▸ What you have to do: Every line of the records below from the line with "position:absolute; display:grid; place-items:center;" up to and including the line with "display:flex; align-items:center; height:76px;" must be reproduced exactly, and no line outside that range.
● ● ● ● ● ● ●
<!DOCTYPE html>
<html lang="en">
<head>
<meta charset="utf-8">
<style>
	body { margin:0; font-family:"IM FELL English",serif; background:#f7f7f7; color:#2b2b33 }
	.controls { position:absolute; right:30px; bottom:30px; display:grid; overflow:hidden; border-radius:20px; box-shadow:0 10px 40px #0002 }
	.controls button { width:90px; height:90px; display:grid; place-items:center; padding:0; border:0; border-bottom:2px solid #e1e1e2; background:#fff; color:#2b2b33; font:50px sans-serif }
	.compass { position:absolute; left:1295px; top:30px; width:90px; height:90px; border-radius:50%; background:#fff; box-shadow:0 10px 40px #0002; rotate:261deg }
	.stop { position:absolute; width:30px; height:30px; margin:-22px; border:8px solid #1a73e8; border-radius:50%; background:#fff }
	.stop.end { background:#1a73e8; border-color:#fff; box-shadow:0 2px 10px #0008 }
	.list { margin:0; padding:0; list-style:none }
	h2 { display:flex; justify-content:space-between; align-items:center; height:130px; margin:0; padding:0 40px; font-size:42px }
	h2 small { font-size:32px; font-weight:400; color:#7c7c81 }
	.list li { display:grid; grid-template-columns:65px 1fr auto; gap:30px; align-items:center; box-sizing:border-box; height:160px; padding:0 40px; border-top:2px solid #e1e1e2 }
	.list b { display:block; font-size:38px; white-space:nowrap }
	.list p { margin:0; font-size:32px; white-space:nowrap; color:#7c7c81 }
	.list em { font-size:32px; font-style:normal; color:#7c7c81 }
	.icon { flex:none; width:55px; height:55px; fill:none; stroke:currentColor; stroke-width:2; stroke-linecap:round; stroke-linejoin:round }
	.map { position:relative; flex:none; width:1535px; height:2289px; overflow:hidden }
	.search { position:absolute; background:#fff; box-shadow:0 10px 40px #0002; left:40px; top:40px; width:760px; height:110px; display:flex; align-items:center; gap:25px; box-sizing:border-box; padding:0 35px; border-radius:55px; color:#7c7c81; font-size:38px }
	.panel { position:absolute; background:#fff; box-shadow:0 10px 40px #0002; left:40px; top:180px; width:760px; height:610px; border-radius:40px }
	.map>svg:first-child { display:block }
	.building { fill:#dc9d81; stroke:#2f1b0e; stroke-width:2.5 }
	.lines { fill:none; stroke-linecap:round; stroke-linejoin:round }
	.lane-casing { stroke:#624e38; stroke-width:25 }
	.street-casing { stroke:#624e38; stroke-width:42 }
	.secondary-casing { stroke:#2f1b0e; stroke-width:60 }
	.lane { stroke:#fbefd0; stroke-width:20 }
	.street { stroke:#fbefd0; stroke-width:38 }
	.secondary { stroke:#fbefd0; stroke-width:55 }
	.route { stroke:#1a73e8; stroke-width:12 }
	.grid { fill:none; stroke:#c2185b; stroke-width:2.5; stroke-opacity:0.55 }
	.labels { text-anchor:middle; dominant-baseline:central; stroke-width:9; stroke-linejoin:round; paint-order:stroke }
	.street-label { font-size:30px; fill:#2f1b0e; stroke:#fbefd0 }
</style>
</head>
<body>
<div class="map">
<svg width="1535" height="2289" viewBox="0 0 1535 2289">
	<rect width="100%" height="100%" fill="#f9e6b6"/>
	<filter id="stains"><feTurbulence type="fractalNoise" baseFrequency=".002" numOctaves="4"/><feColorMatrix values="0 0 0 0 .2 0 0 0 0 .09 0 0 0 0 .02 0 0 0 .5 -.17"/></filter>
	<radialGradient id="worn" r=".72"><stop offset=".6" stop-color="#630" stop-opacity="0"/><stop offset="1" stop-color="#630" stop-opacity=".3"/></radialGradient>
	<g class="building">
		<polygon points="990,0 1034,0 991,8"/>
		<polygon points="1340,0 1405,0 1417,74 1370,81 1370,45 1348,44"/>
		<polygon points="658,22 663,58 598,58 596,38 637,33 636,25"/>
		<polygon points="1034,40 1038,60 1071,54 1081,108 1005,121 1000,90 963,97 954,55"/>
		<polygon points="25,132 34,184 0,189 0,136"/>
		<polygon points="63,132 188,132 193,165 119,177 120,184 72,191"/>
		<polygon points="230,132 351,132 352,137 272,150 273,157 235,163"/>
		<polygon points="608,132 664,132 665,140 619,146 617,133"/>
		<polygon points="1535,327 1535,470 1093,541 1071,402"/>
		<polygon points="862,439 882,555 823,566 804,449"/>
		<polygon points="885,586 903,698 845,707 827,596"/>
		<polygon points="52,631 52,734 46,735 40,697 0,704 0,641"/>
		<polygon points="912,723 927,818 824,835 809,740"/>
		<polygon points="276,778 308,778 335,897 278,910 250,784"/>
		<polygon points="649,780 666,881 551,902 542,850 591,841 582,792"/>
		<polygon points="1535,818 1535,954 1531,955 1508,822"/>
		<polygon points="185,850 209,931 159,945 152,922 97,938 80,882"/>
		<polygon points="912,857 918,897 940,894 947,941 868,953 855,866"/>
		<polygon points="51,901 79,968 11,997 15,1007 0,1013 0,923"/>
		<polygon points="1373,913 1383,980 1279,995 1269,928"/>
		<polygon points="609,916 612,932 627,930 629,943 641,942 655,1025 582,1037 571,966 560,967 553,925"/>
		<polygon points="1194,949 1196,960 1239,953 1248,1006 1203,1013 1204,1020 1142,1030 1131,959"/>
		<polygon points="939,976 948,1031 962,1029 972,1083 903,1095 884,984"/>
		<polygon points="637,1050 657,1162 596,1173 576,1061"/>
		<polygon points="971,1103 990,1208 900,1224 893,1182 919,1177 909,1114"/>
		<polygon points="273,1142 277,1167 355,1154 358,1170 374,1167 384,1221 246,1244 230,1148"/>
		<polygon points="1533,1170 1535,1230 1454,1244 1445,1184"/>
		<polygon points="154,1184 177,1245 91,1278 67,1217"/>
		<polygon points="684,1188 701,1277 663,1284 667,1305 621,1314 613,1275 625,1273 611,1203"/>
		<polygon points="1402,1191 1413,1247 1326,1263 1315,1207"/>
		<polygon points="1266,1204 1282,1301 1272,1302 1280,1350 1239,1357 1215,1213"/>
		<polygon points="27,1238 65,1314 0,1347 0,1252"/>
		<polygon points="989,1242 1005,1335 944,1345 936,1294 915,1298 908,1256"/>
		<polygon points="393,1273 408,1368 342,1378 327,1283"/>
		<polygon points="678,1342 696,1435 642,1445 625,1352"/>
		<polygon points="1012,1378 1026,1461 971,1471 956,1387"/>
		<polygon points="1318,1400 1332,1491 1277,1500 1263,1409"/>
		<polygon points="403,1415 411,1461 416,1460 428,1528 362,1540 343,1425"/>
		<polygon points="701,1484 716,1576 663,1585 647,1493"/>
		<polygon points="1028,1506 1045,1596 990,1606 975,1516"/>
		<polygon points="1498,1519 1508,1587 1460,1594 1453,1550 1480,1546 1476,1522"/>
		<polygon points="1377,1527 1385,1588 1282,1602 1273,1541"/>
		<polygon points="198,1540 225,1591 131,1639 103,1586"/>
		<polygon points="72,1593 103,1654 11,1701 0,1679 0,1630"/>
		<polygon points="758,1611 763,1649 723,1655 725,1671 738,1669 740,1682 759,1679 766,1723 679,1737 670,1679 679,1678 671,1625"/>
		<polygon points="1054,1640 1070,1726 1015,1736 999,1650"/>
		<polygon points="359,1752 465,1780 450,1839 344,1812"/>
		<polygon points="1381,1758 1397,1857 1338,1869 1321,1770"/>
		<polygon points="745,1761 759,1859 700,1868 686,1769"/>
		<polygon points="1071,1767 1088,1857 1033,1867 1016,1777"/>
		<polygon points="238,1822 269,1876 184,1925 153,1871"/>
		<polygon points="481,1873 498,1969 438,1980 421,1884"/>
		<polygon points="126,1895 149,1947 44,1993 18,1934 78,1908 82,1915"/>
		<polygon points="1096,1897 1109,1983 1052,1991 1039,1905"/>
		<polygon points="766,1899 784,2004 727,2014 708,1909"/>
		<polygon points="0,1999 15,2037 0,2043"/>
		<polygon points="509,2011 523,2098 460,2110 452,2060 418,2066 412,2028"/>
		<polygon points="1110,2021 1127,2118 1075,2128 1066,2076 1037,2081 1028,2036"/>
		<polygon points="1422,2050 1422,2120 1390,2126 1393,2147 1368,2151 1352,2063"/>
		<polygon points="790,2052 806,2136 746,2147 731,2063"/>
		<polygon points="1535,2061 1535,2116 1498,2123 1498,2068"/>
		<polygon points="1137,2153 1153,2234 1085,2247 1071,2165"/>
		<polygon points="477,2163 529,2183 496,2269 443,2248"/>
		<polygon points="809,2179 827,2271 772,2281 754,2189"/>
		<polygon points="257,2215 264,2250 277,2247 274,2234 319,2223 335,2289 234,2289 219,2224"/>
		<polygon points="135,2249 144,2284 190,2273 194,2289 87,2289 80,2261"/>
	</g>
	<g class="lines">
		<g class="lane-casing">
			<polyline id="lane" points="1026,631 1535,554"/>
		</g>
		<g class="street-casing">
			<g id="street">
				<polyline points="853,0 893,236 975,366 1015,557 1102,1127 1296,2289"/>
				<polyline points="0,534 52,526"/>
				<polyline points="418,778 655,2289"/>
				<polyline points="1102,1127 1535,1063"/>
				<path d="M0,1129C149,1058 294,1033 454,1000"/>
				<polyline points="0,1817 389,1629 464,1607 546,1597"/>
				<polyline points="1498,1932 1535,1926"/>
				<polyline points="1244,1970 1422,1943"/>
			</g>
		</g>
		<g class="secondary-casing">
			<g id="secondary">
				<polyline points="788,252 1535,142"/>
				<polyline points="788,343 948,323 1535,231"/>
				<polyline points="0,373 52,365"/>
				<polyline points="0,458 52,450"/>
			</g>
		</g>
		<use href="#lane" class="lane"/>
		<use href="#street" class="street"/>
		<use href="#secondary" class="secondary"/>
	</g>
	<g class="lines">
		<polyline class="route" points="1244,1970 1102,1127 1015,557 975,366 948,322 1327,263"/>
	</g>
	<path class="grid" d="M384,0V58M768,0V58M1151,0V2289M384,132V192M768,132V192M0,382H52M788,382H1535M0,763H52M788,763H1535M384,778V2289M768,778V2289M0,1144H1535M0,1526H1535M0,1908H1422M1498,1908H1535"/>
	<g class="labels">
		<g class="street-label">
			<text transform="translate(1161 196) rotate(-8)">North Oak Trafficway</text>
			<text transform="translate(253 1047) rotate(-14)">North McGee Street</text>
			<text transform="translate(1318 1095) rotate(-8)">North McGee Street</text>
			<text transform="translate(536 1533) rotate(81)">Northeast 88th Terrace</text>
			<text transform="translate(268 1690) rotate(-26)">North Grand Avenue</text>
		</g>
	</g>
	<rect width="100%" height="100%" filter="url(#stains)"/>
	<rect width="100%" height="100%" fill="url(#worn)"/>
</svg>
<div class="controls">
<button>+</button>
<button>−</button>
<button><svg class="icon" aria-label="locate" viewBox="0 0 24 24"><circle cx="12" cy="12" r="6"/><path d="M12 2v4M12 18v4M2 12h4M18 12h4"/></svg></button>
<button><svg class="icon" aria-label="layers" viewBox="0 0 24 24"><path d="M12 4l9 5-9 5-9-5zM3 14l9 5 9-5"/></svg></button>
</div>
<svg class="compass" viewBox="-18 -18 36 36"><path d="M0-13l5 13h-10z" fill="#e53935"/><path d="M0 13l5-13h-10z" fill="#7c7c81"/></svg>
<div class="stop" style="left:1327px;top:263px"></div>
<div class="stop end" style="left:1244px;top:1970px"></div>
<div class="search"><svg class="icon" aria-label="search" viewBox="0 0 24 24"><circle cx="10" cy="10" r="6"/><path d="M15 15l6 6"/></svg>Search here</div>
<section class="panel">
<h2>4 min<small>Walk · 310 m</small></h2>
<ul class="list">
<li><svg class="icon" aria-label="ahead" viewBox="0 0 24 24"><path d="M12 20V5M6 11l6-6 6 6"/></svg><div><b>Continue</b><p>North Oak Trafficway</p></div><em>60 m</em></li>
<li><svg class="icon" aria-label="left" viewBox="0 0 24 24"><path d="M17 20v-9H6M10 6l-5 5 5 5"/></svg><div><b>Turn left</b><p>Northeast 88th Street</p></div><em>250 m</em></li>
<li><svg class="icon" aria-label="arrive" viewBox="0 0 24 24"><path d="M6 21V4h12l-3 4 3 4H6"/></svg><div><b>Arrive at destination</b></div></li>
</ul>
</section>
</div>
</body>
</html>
● ● ● ● ● ● ●
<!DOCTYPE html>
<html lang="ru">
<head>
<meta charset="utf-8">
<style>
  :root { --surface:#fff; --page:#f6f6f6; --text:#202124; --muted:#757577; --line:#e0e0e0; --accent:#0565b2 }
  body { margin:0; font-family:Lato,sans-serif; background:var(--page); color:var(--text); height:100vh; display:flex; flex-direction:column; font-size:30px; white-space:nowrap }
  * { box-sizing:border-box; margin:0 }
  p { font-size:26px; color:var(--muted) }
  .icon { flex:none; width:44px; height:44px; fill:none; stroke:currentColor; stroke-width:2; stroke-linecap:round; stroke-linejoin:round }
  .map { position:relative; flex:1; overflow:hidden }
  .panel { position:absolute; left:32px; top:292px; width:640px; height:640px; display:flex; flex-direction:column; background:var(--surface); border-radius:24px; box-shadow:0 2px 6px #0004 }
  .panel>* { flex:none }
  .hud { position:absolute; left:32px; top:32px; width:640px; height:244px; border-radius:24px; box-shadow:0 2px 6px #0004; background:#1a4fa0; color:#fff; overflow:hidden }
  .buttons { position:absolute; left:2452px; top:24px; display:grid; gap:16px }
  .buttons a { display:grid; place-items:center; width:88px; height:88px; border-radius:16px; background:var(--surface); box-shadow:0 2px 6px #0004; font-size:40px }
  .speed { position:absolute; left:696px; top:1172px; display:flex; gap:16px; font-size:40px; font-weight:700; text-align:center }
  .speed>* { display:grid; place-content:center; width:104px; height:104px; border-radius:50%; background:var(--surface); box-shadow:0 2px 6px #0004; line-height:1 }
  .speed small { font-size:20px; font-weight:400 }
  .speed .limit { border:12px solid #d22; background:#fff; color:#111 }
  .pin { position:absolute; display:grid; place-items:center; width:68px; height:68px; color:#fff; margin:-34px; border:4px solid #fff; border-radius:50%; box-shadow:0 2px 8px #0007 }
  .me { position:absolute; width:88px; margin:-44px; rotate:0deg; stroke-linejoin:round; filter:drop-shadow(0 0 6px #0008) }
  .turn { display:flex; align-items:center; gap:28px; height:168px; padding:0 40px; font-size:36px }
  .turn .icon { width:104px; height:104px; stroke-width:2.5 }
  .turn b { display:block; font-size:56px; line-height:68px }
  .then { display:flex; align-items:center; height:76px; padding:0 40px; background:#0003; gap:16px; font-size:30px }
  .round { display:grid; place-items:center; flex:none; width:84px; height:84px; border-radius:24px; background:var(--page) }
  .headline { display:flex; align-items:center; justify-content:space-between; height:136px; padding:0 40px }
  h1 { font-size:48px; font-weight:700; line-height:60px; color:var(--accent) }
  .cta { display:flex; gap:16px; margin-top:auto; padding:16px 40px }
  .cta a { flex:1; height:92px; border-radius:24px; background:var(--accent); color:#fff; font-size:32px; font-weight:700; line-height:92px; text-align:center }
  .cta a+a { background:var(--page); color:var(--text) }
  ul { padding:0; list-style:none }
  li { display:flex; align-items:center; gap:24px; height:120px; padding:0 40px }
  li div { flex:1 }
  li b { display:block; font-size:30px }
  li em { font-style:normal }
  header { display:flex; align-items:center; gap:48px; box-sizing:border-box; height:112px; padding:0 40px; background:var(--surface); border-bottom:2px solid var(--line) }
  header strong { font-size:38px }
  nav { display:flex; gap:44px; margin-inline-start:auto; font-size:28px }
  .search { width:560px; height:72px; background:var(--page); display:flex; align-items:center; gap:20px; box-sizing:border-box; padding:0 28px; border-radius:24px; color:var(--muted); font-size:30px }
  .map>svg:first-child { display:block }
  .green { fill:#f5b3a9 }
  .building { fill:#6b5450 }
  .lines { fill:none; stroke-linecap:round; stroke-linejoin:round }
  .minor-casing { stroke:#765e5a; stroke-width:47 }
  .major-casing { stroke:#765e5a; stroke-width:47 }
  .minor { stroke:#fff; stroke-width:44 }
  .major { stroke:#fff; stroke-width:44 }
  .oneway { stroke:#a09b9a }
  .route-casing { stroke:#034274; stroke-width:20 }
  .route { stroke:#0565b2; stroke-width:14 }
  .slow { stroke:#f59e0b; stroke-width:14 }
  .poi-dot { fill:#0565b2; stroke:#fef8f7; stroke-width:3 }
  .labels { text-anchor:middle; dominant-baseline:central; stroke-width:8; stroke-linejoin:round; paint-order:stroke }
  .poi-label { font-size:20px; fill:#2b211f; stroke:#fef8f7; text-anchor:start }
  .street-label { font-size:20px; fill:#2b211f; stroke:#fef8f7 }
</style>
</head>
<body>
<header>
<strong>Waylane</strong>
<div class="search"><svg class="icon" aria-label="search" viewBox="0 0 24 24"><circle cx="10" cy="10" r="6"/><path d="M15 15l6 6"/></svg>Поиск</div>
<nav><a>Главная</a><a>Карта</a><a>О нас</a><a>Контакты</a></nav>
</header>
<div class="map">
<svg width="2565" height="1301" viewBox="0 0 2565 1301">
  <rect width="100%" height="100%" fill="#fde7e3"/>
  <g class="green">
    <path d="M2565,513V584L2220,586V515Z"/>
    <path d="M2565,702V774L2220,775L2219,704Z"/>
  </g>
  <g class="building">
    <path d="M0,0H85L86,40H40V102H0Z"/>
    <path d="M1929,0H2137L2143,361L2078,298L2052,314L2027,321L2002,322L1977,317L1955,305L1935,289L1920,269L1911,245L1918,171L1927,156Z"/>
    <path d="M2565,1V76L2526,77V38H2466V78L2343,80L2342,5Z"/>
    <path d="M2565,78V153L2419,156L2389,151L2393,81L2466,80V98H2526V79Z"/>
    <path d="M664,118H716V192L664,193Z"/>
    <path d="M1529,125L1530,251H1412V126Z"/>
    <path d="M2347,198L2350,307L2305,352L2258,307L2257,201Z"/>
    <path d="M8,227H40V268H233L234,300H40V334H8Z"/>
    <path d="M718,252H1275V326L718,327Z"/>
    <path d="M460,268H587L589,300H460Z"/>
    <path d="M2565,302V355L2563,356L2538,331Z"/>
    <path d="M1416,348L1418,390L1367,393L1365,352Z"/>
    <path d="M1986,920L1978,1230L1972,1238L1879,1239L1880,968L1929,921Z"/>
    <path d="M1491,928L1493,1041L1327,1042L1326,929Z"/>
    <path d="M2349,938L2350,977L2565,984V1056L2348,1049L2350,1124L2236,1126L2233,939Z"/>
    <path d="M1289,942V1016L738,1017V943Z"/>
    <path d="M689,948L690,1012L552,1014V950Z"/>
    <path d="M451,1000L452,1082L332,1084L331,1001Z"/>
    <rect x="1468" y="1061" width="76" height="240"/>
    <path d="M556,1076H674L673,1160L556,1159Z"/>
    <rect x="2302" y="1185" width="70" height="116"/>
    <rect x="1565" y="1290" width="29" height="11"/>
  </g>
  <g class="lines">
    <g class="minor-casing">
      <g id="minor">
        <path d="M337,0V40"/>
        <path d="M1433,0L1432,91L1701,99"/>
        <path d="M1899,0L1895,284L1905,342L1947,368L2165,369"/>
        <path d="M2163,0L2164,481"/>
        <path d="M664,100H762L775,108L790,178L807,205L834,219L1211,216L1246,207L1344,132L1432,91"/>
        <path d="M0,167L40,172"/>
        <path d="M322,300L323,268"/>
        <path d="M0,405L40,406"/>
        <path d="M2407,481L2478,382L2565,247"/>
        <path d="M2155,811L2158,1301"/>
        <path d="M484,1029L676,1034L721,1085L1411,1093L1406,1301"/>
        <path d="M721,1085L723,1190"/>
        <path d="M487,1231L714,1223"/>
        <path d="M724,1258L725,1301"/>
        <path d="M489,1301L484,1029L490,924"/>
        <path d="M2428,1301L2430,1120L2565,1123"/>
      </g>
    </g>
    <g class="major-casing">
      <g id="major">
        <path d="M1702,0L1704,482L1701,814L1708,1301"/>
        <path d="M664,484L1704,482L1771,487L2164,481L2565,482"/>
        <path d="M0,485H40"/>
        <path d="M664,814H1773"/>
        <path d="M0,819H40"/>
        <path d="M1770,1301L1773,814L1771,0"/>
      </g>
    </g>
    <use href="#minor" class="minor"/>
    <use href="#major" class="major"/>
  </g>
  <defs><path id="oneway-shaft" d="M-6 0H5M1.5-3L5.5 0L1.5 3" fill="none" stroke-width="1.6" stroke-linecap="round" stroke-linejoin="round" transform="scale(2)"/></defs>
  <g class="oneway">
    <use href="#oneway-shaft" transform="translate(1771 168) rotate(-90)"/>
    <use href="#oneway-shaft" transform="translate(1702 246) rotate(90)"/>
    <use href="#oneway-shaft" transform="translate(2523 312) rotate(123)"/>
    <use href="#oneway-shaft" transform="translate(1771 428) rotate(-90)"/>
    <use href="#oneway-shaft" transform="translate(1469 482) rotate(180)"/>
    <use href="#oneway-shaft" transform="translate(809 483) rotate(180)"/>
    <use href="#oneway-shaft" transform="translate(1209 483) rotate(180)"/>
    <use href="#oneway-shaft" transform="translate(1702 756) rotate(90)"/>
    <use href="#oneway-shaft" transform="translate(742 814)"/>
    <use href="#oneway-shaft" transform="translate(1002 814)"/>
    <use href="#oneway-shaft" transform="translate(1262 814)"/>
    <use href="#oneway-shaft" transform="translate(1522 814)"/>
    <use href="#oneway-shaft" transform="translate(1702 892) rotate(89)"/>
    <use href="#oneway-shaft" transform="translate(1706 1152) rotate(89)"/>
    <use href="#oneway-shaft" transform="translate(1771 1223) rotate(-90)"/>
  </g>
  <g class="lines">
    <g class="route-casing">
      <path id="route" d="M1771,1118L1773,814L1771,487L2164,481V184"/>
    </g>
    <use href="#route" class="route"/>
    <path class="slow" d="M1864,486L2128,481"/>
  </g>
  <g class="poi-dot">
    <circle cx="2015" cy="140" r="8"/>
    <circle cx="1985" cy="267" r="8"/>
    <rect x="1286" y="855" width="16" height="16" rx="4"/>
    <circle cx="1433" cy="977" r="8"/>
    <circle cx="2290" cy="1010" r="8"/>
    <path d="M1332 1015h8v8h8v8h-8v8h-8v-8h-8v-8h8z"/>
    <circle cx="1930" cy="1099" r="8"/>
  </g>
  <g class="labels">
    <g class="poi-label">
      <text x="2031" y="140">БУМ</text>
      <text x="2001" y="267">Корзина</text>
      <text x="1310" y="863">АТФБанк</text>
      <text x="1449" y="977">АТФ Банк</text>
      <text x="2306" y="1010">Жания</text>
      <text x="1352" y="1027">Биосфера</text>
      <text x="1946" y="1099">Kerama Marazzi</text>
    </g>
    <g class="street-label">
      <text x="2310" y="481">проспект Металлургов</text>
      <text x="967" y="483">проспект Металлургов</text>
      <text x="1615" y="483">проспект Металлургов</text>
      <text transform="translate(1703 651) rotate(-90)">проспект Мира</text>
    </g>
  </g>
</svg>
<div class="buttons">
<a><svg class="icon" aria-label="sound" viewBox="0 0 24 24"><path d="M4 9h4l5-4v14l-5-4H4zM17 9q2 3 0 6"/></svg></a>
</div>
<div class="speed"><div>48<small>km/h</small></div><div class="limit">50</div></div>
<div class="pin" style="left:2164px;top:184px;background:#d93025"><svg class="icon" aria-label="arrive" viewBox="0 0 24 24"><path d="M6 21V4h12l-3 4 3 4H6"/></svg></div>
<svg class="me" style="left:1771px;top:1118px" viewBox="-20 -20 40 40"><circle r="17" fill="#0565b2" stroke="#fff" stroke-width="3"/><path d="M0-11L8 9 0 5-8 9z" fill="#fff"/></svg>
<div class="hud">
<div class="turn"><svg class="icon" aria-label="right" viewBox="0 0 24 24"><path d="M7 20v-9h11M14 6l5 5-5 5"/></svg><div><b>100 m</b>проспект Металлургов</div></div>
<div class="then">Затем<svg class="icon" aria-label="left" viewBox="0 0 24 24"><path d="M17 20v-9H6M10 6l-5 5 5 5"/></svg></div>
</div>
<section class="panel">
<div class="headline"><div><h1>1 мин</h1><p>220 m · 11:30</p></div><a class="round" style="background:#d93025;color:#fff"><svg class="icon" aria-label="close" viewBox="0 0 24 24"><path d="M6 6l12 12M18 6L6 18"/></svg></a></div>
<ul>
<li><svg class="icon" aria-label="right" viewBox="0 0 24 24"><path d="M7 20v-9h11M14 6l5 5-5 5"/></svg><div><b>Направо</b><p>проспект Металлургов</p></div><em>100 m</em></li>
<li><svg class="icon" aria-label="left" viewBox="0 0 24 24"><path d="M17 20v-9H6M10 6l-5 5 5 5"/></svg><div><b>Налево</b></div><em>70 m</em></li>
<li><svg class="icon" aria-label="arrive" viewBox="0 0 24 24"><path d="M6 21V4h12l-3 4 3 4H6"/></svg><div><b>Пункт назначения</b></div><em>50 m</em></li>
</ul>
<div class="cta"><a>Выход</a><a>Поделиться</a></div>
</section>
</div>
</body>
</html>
● ● ● ● ● ● ●
▸ Output:
  .pin { position:absolute; display:grid; place-items:center; width:68px; height:68px; color:#fff; margin:-34px; border:4px solid #fff; border-radius:50%; box-shadow:0 2px 8px #0007 }
  .me { position:absolute; width:88px; margin:-44px; rotate:0deg; stroke-linejoin:round; filter:drop-shadow(0 0 6px #0008) }
  .turn { display:flex; align-items:center; gap:28px; height:168px; padding:0 40px; font-size:36px }
  .turn .icon { width:104px; height:104px; stroke-width:2.5 }
  .turn b { display:block; font-size:56px; line-height:68px }
  .then { display:flex; align-items:center; height:76px; padding:0 40px; background:#0003; gap:16px; font-size:30px }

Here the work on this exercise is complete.